Content starts

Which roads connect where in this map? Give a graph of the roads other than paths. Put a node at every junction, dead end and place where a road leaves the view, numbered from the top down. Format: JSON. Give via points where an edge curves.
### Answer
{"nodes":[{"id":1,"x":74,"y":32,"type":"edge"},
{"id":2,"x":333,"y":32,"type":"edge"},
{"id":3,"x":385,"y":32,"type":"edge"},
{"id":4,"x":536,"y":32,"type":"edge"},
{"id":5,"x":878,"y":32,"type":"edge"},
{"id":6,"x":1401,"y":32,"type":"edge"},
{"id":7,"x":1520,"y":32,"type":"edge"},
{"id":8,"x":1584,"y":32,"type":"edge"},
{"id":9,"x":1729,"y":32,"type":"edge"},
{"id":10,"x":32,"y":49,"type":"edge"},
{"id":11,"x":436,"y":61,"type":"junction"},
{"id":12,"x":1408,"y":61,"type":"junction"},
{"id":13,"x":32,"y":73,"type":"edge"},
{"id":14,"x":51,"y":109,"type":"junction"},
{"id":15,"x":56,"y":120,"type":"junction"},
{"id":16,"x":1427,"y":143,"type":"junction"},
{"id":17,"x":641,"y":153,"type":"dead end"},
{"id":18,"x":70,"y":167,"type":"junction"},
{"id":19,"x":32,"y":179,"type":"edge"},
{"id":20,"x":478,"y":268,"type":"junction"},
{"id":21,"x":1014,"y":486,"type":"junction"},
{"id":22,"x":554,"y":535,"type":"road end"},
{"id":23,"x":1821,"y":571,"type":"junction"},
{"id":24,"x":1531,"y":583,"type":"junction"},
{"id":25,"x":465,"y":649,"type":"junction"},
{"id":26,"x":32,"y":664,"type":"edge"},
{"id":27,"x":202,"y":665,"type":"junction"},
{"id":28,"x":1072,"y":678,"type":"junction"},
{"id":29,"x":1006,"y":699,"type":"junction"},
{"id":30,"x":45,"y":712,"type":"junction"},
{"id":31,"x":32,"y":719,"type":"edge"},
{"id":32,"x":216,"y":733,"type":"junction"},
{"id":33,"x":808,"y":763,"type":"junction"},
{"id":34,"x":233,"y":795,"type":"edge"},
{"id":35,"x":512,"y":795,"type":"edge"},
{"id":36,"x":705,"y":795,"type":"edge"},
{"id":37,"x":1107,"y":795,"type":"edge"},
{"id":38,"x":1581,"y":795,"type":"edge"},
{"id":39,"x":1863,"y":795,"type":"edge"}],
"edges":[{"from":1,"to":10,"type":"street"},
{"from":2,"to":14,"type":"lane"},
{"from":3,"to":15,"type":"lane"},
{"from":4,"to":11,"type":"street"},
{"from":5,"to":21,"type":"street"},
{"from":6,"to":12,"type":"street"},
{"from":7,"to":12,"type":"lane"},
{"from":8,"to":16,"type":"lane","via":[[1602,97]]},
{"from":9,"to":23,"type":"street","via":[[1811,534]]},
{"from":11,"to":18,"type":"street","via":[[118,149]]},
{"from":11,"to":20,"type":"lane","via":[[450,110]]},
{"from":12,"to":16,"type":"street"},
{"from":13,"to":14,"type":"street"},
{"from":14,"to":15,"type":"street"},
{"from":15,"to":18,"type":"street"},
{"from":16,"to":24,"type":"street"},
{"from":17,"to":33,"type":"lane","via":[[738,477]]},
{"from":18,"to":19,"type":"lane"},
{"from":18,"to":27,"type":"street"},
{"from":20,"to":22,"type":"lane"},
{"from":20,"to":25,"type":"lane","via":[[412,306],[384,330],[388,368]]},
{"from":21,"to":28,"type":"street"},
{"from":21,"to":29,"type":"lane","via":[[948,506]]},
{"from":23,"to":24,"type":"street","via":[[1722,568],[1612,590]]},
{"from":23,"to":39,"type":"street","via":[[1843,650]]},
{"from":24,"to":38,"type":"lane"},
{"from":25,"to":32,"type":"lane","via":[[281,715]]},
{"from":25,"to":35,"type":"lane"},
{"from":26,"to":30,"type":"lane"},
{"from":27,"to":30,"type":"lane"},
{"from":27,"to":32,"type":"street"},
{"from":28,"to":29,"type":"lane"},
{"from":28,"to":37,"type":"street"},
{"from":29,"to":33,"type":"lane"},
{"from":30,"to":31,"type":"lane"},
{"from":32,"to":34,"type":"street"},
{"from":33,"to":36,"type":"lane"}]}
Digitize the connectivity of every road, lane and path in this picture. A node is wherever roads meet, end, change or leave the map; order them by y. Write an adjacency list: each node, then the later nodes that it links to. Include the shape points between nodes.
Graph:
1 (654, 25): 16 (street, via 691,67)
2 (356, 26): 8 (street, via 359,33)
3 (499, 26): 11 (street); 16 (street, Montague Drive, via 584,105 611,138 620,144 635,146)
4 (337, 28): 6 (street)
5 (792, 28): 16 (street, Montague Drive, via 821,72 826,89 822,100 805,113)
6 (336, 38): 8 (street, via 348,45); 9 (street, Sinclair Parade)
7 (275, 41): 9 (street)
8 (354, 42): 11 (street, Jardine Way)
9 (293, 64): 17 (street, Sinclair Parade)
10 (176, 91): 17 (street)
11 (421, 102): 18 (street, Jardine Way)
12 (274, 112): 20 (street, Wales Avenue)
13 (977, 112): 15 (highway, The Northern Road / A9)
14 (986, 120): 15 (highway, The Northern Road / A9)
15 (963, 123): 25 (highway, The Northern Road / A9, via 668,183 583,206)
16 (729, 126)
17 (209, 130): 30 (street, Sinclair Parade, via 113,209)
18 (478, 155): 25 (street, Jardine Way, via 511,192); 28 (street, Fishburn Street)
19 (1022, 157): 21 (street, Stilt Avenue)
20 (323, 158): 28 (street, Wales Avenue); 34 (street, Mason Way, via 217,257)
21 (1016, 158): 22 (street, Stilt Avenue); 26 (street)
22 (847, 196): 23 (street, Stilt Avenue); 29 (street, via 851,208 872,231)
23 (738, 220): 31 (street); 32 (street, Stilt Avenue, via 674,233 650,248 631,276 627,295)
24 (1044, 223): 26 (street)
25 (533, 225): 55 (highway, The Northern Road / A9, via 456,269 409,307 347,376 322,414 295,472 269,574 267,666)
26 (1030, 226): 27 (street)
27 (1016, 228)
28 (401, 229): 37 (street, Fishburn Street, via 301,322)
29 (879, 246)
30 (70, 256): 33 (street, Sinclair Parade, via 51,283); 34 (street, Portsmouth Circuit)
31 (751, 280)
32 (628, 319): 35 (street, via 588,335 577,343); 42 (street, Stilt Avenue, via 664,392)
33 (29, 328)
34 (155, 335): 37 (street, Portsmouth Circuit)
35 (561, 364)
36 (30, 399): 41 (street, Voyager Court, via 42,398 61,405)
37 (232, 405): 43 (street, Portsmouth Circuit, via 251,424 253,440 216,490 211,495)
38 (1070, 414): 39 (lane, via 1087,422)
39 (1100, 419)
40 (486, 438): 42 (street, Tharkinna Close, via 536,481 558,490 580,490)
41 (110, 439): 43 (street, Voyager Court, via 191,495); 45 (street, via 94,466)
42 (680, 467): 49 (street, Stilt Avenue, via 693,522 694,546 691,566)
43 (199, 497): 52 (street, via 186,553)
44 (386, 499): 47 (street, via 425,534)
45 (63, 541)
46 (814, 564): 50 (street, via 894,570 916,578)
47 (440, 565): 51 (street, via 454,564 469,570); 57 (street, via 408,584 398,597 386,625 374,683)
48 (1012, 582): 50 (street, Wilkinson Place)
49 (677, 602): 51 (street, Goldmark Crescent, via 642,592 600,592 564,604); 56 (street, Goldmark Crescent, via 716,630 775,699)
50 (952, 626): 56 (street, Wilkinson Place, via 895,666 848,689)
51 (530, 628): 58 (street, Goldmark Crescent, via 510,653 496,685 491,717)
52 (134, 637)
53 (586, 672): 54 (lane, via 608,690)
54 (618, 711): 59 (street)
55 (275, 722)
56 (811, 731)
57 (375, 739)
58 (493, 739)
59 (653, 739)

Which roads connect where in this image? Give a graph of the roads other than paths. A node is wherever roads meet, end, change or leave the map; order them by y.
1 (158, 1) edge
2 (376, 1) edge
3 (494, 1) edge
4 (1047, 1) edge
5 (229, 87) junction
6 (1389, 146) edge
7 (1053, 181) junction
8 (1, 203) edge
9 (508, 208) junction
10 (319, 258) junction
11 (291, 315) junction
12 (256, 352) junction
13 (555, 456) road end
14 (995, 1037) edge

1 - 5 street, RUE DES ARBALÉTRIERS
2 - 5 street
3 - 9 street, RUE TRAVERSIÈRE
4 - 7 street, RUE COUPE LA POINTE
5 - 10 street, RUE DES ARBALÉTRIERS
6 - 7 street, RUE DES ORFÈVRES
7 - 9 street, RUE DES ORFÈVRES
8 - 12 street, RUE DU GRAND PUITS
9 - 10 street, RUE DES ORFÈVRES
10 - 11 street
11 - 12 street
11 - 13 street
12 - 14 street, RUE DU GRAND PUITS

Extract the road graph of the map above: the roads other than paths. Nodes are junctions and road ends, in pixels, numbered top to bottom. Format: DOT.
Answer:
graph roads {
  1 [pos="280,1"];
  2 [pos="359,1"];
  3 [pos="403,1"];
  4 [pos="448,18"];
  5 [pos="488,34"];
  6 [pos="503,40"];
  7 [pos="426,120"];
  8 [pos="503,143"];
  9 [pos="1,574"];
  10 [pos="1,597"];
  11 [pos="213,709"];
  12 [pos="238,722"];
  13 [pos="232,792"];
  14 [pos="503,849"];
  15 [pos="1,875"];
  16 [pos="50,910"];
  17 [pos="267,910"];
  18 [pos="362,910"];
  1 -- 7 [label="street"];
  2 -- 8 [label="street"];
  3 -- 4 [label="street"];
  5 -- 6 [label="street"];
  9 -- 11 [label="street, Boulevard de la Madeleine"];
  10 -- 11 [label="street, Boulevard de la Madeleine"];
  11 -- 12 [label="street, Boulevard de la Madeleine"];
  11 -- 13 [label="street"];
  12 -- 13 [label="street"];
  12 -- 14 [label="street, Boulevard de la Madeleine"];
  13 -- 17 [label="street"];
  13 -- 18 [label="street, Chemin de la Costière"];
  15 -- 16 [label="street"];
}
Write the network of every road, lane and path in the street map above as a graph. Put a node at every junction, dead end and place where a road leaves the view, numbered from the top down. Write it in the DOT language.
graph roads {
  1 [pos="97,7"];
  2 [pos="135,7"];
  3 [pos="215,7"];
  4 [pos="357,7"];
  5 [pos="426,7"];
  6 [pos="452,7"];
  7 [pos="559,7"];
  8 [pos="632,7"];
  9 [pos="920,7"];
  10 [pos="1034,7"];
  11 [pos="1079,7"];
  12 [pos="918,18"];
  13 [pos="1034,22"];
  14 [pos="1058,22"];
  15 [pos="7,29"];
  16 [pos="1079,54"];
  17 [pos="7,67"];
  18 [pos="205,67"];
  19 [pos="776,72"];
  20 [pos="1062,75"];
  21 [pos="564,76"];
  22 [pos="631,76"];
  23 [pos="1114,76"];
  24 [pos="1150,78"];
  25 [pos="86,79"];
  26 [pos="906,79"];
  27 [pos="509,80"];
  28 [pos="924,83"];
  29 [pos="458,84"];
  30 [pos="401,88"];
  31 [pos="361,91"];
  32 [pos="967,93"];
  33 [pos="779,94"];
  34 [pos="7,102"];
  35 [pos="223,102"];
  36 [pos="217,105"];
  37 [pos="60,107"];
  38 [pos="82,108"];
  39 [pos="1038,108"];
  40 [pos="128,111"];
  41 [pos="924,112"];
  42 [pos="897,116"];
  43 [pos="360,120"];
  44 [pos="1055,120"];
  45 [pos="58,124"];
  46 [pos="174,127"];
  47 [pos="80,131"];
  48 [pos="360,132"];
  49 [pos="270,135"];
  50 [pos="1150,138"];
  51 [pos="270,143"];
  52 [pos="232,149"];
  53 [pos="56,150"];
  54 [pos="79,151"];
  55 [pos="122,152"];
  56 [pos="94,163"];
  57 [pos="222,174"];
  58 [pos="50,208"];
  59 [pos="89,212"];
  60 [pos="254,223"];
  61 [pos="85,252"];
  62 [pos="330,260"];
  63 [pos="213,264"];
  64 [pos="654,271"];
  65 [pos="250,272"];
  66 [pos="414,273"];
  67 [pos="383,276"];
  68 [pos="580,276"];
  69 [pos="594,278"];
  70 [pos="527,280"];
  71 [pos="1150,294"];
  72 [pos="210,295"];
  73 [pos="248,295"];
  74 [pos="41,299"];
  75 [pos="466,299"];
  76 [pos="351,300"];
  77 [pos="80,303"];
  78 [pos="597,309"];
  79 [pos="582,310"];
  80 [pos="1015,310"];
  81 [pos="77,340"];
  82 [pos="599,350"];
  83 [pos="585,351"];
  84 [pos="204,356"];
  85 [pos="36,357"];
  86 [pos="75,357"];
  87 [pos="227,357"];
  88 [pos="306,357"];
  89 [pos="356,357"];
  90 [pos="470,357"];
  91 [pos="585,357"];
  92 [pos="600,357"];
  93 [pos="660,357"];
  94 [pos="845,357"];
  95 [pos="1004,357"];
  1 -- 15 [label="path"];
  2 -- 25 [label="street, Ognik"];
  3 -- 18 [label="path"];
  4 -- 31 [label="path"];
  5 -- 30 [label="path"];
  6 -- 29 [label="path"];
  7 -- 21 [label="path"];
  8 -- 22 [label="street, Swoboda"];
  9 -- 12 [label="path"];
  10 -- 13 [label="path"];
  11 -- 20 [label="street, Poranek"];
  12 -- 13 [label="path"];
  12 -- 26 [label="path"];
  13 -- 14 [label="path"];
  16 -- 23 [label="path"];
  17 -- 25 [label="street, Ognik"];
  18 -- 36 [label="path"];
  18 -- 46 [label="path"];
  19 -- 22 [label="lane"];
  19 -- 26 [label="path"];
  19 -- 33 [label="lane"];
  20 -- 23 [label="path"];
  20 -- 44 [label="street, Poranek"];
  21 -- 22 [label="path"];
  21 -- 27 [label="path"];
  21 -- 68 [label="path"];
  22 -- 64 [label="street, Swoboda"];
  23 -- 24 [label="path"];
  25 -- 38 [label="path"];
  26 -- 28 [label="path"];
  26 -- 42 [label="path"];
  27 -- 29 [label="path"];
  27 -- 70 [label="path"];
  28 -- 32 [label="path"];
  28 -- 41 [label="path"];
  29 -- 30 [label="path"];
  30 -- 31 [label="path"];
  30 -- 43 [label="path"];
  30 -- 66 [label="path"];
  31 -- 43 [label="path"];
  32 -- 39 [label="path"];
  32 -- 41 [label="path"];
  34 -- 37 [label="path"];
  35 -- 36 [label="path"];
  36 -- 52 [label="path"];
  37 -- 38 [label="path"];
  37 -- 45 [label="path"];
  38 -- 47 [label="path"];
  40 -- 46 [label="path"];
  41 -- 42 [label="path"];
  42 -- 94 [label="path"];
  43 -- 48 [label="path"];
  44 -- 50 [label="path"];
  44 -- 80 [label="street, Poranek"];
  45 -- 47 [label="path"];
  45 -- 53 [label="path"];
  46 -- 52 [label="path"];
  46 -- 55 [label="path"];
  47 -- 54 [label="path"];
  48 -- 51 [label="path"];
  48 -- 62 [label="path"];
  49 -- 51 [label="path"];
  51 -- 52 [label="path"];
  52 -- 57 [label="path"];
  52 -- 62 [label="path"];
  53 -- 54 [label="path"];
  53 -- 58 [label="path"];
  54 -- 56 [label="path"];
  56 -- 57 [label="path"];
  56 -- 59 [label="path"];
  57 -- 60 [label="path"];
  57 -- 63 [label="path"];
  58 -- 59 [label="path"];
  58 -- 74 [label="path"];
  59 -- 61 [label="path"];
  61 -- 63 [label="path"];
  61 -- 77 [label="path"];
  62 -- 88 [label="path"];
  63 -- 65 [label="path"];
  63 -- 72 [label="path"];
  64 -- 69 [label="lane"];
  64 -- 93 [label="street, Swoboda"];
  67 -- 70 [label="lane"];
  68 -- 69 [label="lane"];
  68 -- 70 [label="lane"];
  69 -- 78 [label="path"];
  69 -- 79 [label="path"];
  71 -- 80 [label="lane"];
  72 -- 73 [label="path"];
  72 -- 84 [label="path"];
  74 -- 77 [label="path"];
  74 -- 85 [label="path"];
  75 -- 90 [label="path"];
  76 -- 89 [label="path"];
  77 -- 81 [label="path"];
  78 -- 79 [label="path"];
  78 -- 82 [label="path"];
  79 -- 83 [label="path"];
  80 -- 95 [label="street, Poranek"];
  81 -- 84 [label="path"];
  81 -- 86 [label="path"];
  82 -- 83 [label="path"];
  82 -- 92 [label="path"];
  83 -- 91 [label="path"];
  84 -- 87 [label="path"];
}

Content ends

## What this task involves
Copy out each line of the listing that holds the string "Format".

## Exercise result
Which roads connect where in this map? Give a graph of the roads other than paths. Put a node at every junction, dead end and place where a road leaves the view, numbered from the top down. Format: JSON. Give via points where an edge curves.
Extract the road graph of the map above: the roads other than paths. Nodes are junctions and road ends, in pixels, numbered top to bottom. Format: DOT.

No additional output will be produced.